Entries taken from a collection
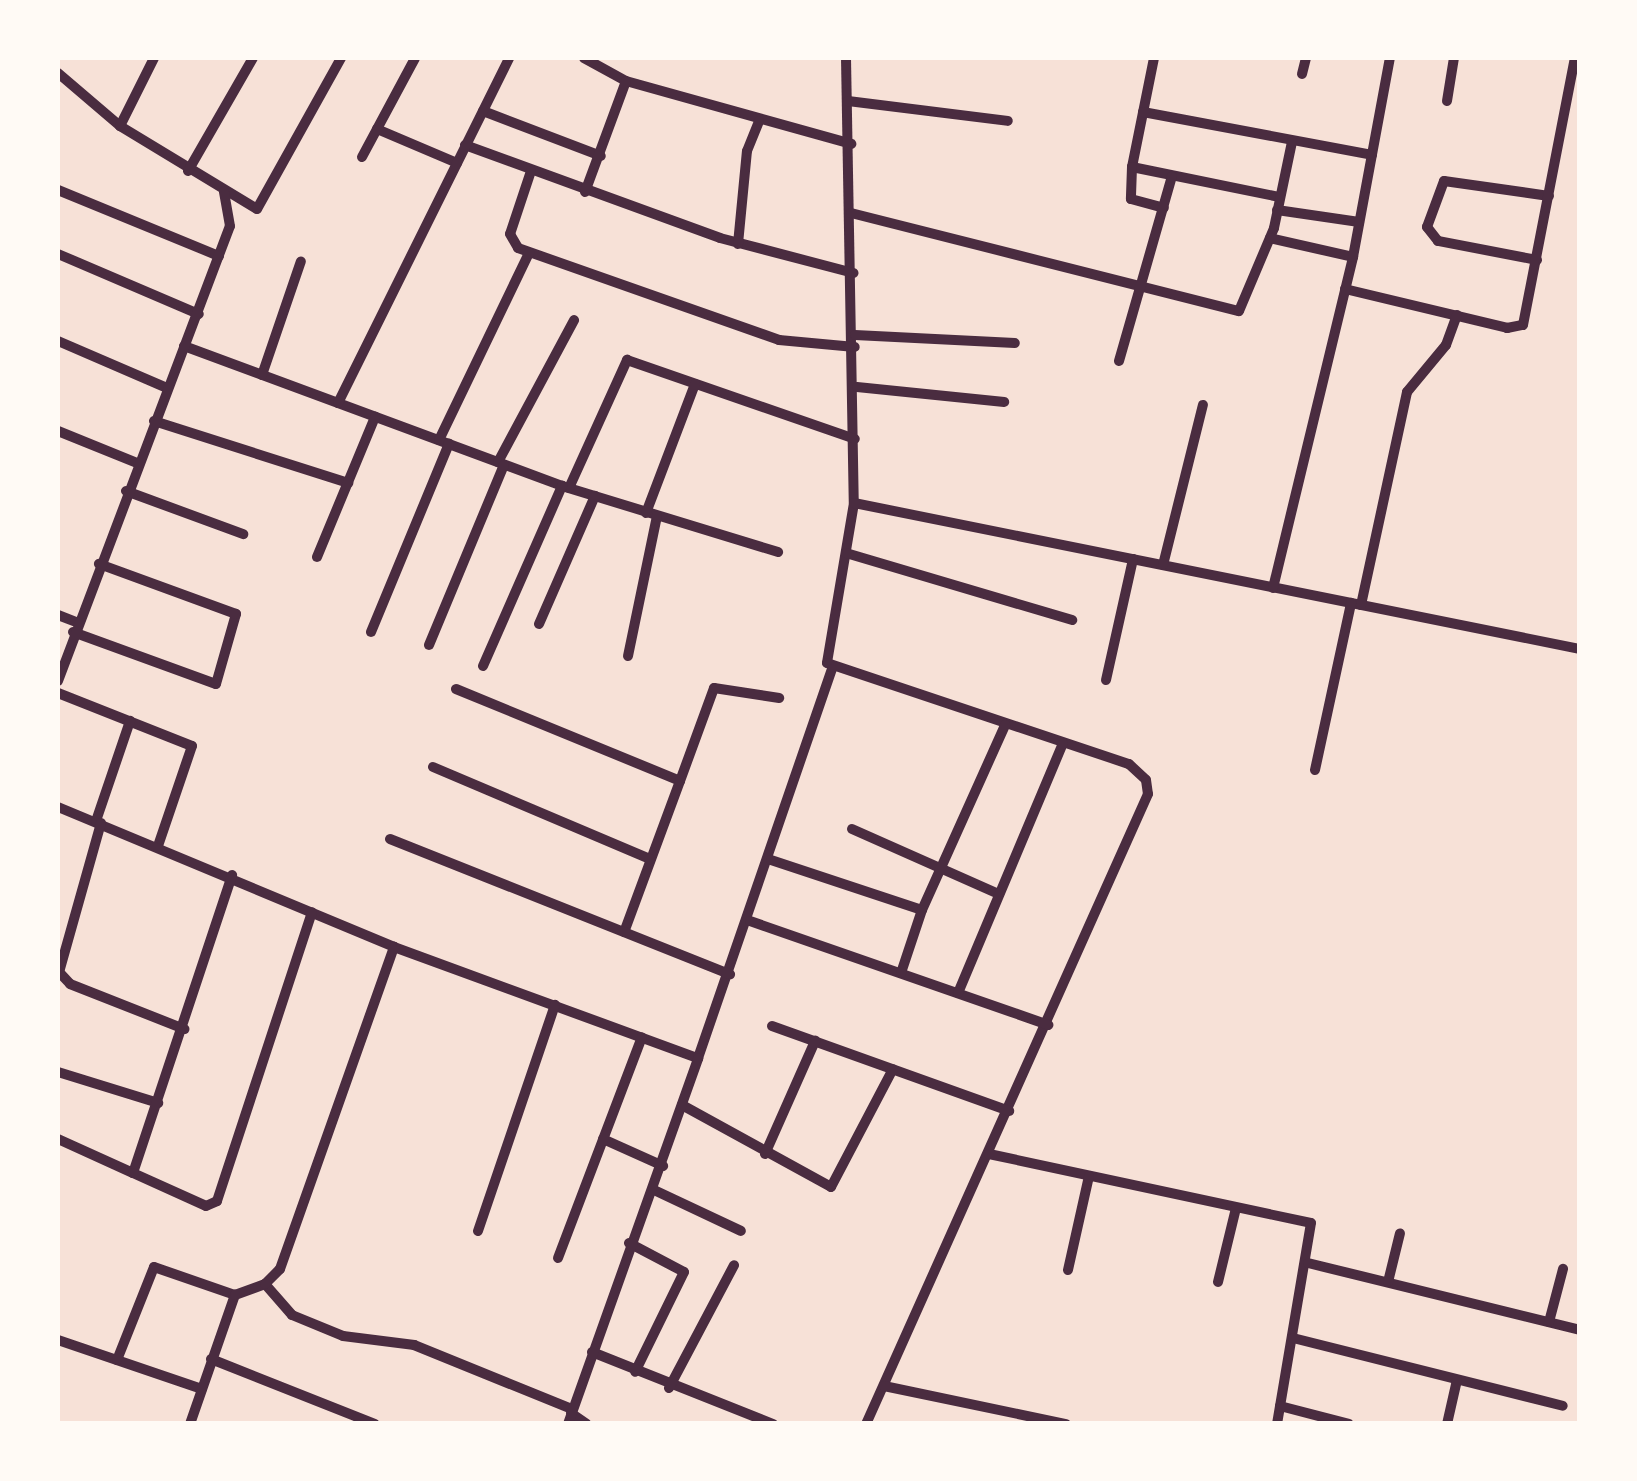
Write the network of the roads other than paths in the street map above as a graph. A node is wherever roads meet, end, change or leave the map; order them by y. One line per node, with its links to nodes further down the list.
1 (154, 58): 22 (street)
2 (252, 58): 32 (street)
3 (341, 58): 36 (street)
4 (415, 58): 23 (street)
5 (509, 58): 18 (street)
6 (584, 58): 15 (street)
7 (846, 58): 16 (street)
8 (1154, 58): 19 (street)
9 (1306, 58): 14 (street)
10 (1390, 58): 27 (street)
11 (1454, 58): 17 (street)
12 (1575, 58): 38 (street)
13 (58, 73): 22 (street)
14 (1302, 74)
15 (626, 81): 20 (street); 28 (street)
16 (848, 101): 21 (street); 25 (street)
17 (1447, 101)
18 (483, 110): 26 (street); 28 (street)
19 (1143, 112): 24 (street); 31 (street)
20 (759, 121): 25 (street); 45 (street)
21 (1008, 122)
22 (120, 126): 32 (street)
23 (377, 129): 29 (street); 30 (street)
24 (1292, 142): 27 (street); 39 (street)
25 (851, 144): 42 (street)
26 (465, 146): 30 (street); 33 (street)
27 (1372, 154): 43 (street)
28 (600, 156): 37 (street)
29 (362, 157)
30 (457, 163): 68 (street)
31 (1132, 167): 34 (street); 40 (street)
32 (188, 171): 36 (street)
33 (531, 171): 37 (street); 46 (street)
34 (1172, 176): 39 (street); 40 (street)
35 (58, 190): 48 (street)
36 (224, 192): 48 (street)
37 (585, 192): 45 (street)
38 (1549, 196): 50 (street); 50 (street)
39 (1280, 197): 41 (street)
40 (1164, 208): 53 (street)
41 (1278, 210): 43 (street); 44 (street)
42 (851, 213): 52 (street); 53 (street)
43 (1359, 222): 49 (street)
44 (1270, 238): 49 (street); 53 (street)
45 (738, 244): 52 (street)
46 (529, 253): 59 (street); 74 (street)
47 (58, 254): 55 (street)
48 (219, 256): 55 (street)
49 (1353, 257): 54 (street)
50 (1537, 260): 56 (street)
51 (301, 261): 63 (street)
52 (853, 273): 59 (street)
53 (1144, 287): 62 (street)
54 (1346, 289): 56 (street); 90 (street)
55 (199, 314): 61 (street)
56 (1457, 316): 91 (street)
57 (574, 320): 75 (street)
58 (58, 341): 66 (street)
59 (855, 341): 60 (street); 65 (street)
60 (1015, 343)
61 (184, 346): 63 (street); 66 (street)
62 (1119, 361)
63 (262, 375): 68 (street)
64 (695, 384): 73 (street); 78 (street); 82 (street)
65 (857, 387): 67 (street); 73 (street)
66 (168, 388): 71 (street)
67 (1004, 402)
68 (338, 403): 70 (street)
69 (1203, 404): 89 (street)
70 (375, 417): 74 (street); 77 (street)
71 (154, 421): 76 (street); 77 (street)
72 (58, 430): 76 (street)
73 (855, 439): 81 (street)
74 (444, 442): 75 (street); 96 (street)
75 (501, 463): 78 (street); 97 (street)
76 (137, 464): 79 (street)
77 (348, 482): 86 (street)
78 (566, 487): 80 (street); 100 (street)
79 (126, 492): 83 (street); 88 (street)
80 (595, 496): 82 (street); 94 (street)
81 (854, 503): 85 (street); 87 (street)
82 (651, 514): 84 (street); 99 (street)
83 (243, 534)
84 (778, 552)
85 (846, 554): 93 (street); 101 (street)
86 (317, 558)
87 (1132, 559): 89 (street); 102 (street)
88 (99, 564): 95 (street); 95 (street)
89 (1163, 565): 90 (street)
90 (1273, 588): 91 (street)
91 (1356, 604): 98 (street); 111 (street)
92 (58, 615): 95 (street)
93 (1072, 620)
94 (539, 624)
95 (75, 627): 103 (street)
96 (371, 632)
97 (429, 646)
98 (1580, 650)
99 (628, 656)
100 (483, 666)
101 (832, 669): 108 (street); 119 (street)
102 (1106, 680)
103 (58, 681)
104 (456, 689): 112 (street)
105 (58, 693): 107 (street)
106 (779, 698): 112 (street)
107 (130, 721): 114 (street); 117 (street)
108 (1005, 724): 109 (street); 120 (street)
109 (1063, 743): 122 (street); 132 (street)
110 (434, 767): 118 (street)
111 (1315, 770)
112 (680, 781): 118 (street)
113 (58, 807): 114 (street)
114 (98, 822): 117 (street); 134 (street)
115 (852, 829): 120 (street)
116 (390, 839): 126 (street)
117 (158, 846): 121 (street)
118 (650, 860): 126 (street)
119 (770, 860): 123 (street); 125 (street)
120 (941, 867): 122 (street); 123 (street)
121 (232, 875): 124 (street); 134 (street)
122 (998, 894): 130 (street)
123 (922, 910): 129 (street)
124 (312, 912): 127 (street); 148 (street)
125 (750, 921): 128 (street); 129 (street)
126 (624, 932): 128 (street)
127 (394, 947): 131 (street); 163 (street)
128 (730, 974): 137 (street)
129 (901, 974): 130 (street)
130 (958, 993): 132 (street)
131 (554, 1005): 135 (street); 152 (street)
132 (1048, 1024): 142 (street)
133 (772, 1026): 136 (street)
134 (184, 1029): 140 (street)
135 (642, 1038): 137 (street); 144 (street)
136 (815, 1041): 138 (street); 145 (street)
137 (698, 1058): 141 (street)
138 (892, 1069): 142 (street); 145 (street)
139 (58, 1072): 140 (street)
140 (158, 1103): 148 (street)
141 (682, 1105): 145 (street); 147 (street)
142 (1009, 1111): 146 (street)
143 (58, 1139): 148 (street)
144 (603, 1139): 147 (street); 156 (street)
145 (765, 1154)
146 (989, 1154): 149 (street); 174 (street)
147 (663, 1166): 150 (street)
148 (133, 1173)
149 (1089, 1176): 151 (street); 160 (street)
150 (654, 1190): 153 (street); 155 (street)
151 (1236, 1208): 157 (street); 161 (street)
152 (478, 1231)
153 (741, 1231)
154 (1400, 1233): 162 (street)
155 (629, 1243): 169 (street); 172 (street)
156 (558, 1258)
157 (1308, 1262): 162 (street); 167 (street)
158 (734, 1265): 175 (street)
159 (1564, 1268): 165 (street)
160 (1068, 1270)
161 (1218, 1282)
162 (1388, 1282): 165 (street)
163 (265, 1284): 164 (street); 179 (street)
164 (235, 1295): 170 (street); 171 (street)
165 (1549, 1322): 166 (street)
166 (1580, 1330)
167 (1293, 1338): 173 (street); 177 (street)
168 (58, 1340): 171 (street)
169 (592, 1352): 172 (street); 179 (street)
170 (212, 1359): 176 (street); 181 (street)
171 (117, 1360): 176 (street)
172 (635, 1372): 175 (street)
173 (1457, 1380): 178 (street); 188 (street)
174 (884, 1386): 184 (street); 185 (street)
175 (669, 1388): 183 (street)
176 (202, 1389): 180 (street)
177 (1280, 1406): 186 (street); 187 (street)
178 (1563, 1406)
179 (570, 1415): 182 (street)
180 (190, 1424)
181 (375, 1424)
182 (588, 1424)
183 (772, 1424)
184 (866, 1424)
185 (1066, 1424)
186 (1277, 1424)
187 (1349, 1424)
188 (1447, 1424)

● WHAT TO DO
Write every entry out again exactly, images omitted.

● RESULT BELOW
Write the network of the roads other than paths in the street map above as a graph. A node is wherever roads meet, end, change or leave the map; order them by y. One line per node, with its links to nodes further down the list.
1 (154, 58): 22 (street)
2 (252, 58): 32 (street)
3 (341, 58): 36 (street)
4 (415, 58): 23 (street)
5 (509, 58): 18 (street)
6 (584, 58): 15 (street)
7 (846, 58): 16 (street)
8 (1154, 58): 19 (street)
9 (1306, 58): 14 (street)
10 (1390, 58): 27 (street)
11 (1454, 58): 17 (street)
12 (1575, 58): 38 (street)
13 (58, 73): 22 (street)
14 (1302, 74)
15 (626, 81): 20 (street); 28 (street)
16 (848, 101): 21 (street); 25 (street)
17 (1447, 101)
18 (483, 110): 26 (street); 28 (street)
19 (1143, 112): 24 (street); 31 (street)
20 (759, 121): 25 (street); 45 (street)
21 (1008, 122)
22 (120, 126): 32 (street)
23 (377, 129): 29 (street); 30 (street)
24 (1292, 142): 27 (street); 39 (street)
25 (851, 144): 42 (street)
26 (465, 146): 30 (street); 33 (street)
27 (1372, 154): 43 (street)
28 (600, 156): 37 (street)
29 (362, 157)
30 (457, 163): 68 (street)
31 (1132, 167): 34 (street); 40 (street)
32 (188, 171): 36 (street)
33 (531, 171): 37 (street); 46 (street)
34 (1172, 176): 39 (street); 40 (street)
35 (58, 190): 48 (street)
36 (224, 192): 48 (street)
37 (585, 192): 45 (street)
38 (1549, 196): 50 (street); 50 (street)
39 (1280, 197): 41 (street)
40 (1164, 208): 53 (street)
41 (1278, 210): 43 (street); 44 (street)
42 (851, 213): 52 (street); 53 (street)
43 (1359, 222): 49 (street)
44 (1270, 238): 49 (street); 53 (street)
45 (738, 244): 52 (street)
46 (529, 253): 59 (street); 74 (street)
47 (58, 254): 55 (street)
48 (219, 256): 55 (street)
49 (1353, 257): 54 (street)
50 (1537, 260): 56 (street)
51 (301, 261): 63 (street)
52 (853, 273): 59 (street)
53 (1144, 287): 62 (street)
54 (1346, 289): 56 (street); 90 (street)
55 (199, 314): 61 (street)
56 (1457, 316): 91 (street)
57 (574, 320): 75 (street)
58 (58, 341): 66 (street)
59 (855, 341): 60 (street); 65 (street)
60 (1015, 343)
61 (184, 346): 63 (street); 66 (street)
62 (1119, 361)
63 (262, 375): 68 (street)
64 (695, 384): 73 (street); 78 (street); 82 (street)
65 (857, 387): 67 (street); 73 (street)
66 (168, 388): 71 (street)
67 (1004, 402)
68 (338, 403): 70 (street)
69 (1203, 404): 89 (street)
70 (375, 417): 74 (street); 77 (street)
71 (154, 421): 76 (street); 77 (street)
72 (58, 430): 76 (street)
73 (855, 439): 81 (street)
74 (444, 442): 75 (street); 96 (street)
75 (501, 463): 78 (street); 97 (street)
76 (137, 464): 79 (street)
77 (348, 482): 86 (street)
78 (566, 487): 80 (street); 100 (street)
79 (126, 492): 83 (street); 88 (street)
80 (595, 496): 82 (street); 94 (street)
81 (854, 503): 85 (street); 87 (street)
82 (651, 514): 84 (street); 99 (street)
83 (243, 534)
84 (778, 552)
85 (846, 554): 93 (street); 101 (street)
86 (317, 558)
87 (1132, 559): 89 (street); 102 (street)
88 (99, 564): 95 (street); 95 (street)
89 (1163, 565): 90 (street)
90 (1273, 588): 91 (street)
91 (1356, 604): 98 (street); 111 (street)
92 (58, 615): 95 (street)
93 (1072, 620)
94 (539, 624)
95 (75, 627): 103 (street)
96 (371, 632)
97 (429, 646)
98 (1580, 650)
99 (628, 656)
100 (483, 666)
101 (832, 669): 108 (street); 119 (street)
102 (1106, 680)
103 (58, 681)
104 (456, 689): 112 (street)
105 (58, 693): 107 (street)
106 (779, 698): 112 (street)
107 (130, 721): 114 (street); 117 (street)
108 (1005, 724): 109 (street); 120 (street)
109 (1063, 743): 122 (street); 132 (street)
110 (434, 767): 118 (street)
111 (1315, 770)
112 (680, 781): 118 (street)
113 (58, 807): 114 (street)
114 (98, 822): 117 (street); 134 (street)
115 (852, 829): 120 (street)
116 (390, 839): 126 (street)
117 (158, 846): 121 (street)
118 (650, 860): 126 (street)
119 (770, 860): 123 (street); 125 (street)
120 (941, 867): 122 (street); 123 (street)
121 (232, 875): 124 (street); 134 (street)
122 (998, 894): 130 (street)
123 (922, 910): 129 (street)
124 (312, 912): 127 (street); 148 (street)
125 (750, 921): 128 (street); 129 (street)
126 (624, 932): 128 (street)
127 (394, 947): 131 (street); 163 (street)
128 (730, 974): 137 (street)
129 (901, 974): 130 (street)
130 (958, 993): 132 (street)
131 (554, 1005): 135 (street); 152 (street)
132 (1048, 1024): 142 (street)
133 (772, 1026): 136 (street)
134 (184, 1029): 140 (street)
135 (642, 1038): 137 (street); 144 (street)
136 (815, 1041): 138 (street); 145 (street)
137 (698, 1058): 141 (street)
138 (892, 1069): 142 (street); 145 (street)
139 (58, 1072): 140 (street)
140 (158, 1103): 148 (street)
141 (682, 1105): 145 (street); 147 (street)
142 (1009, 1111): 146 (street)
143 (58, 1139): 148 (street)
144 (603, 1139): 147 (street); 156 (street)
145 (765, 1154)
146 (989, 1154): 149 (street); 174 (street)
147 (663, 1166): 150 (street)
148 (133, 1173)
149 (1089, 1176): 151 (street); 160 (street)
150 (654, 1190): 153 (street); 155 (street)
151 (1236, 1208): 157 (street); 161 (street)
152 (478, 1231)
153 (741, 1231)
154 (1400, 1233): 162 (street)
155 (629, 1243): 169 (street); 172 (street)
156 (558, 1258)
157 (1308, 1262): 162 (street); 167 (street)
158 (734, 1265): 175 (street)
159 (1564, 1268): 165 (street)
160 (1068, 1270)
161 (1218, 1282)
162 (1388, 1282): 165 (street)
163 (265, 1284): 164 (street); 179 (street)
164 (235, 1295): 170 (street); 171 (street)
165 (1549, 1322): 166 (street)
166 (1580, 1330)
167 (1293, 1338): 173 (street); 177 (street)
168 (58, 1340): 171 (street)
169 (592, 1352): 172 (street); 179 (street)
170 (212, 1359): 176 (street); 181 (street)
171 (117, 1360): 176 (street)
172 (635, 1372): 175 (street)
173 (1457, 1380): 178 (street); 188 (street)
174 (884, 1386): 184 (street); 185 (street)
175 (669, 1388): 183 (street)
176 (202, 1389): 180 (street)
177 (1280, 1406): 186 (street); 187 (street)
178 (1563, 1406)
179 (570, 1415): 182 (street)
180 (190, 1424)
181 (375, 1424)
182 (588, 1424)
183 (772, 1424)
184 (866, 1424)
185 (1066, 1424)
186 (1277, 1424)
187 (1349, 1424)
188 (1447, 1424)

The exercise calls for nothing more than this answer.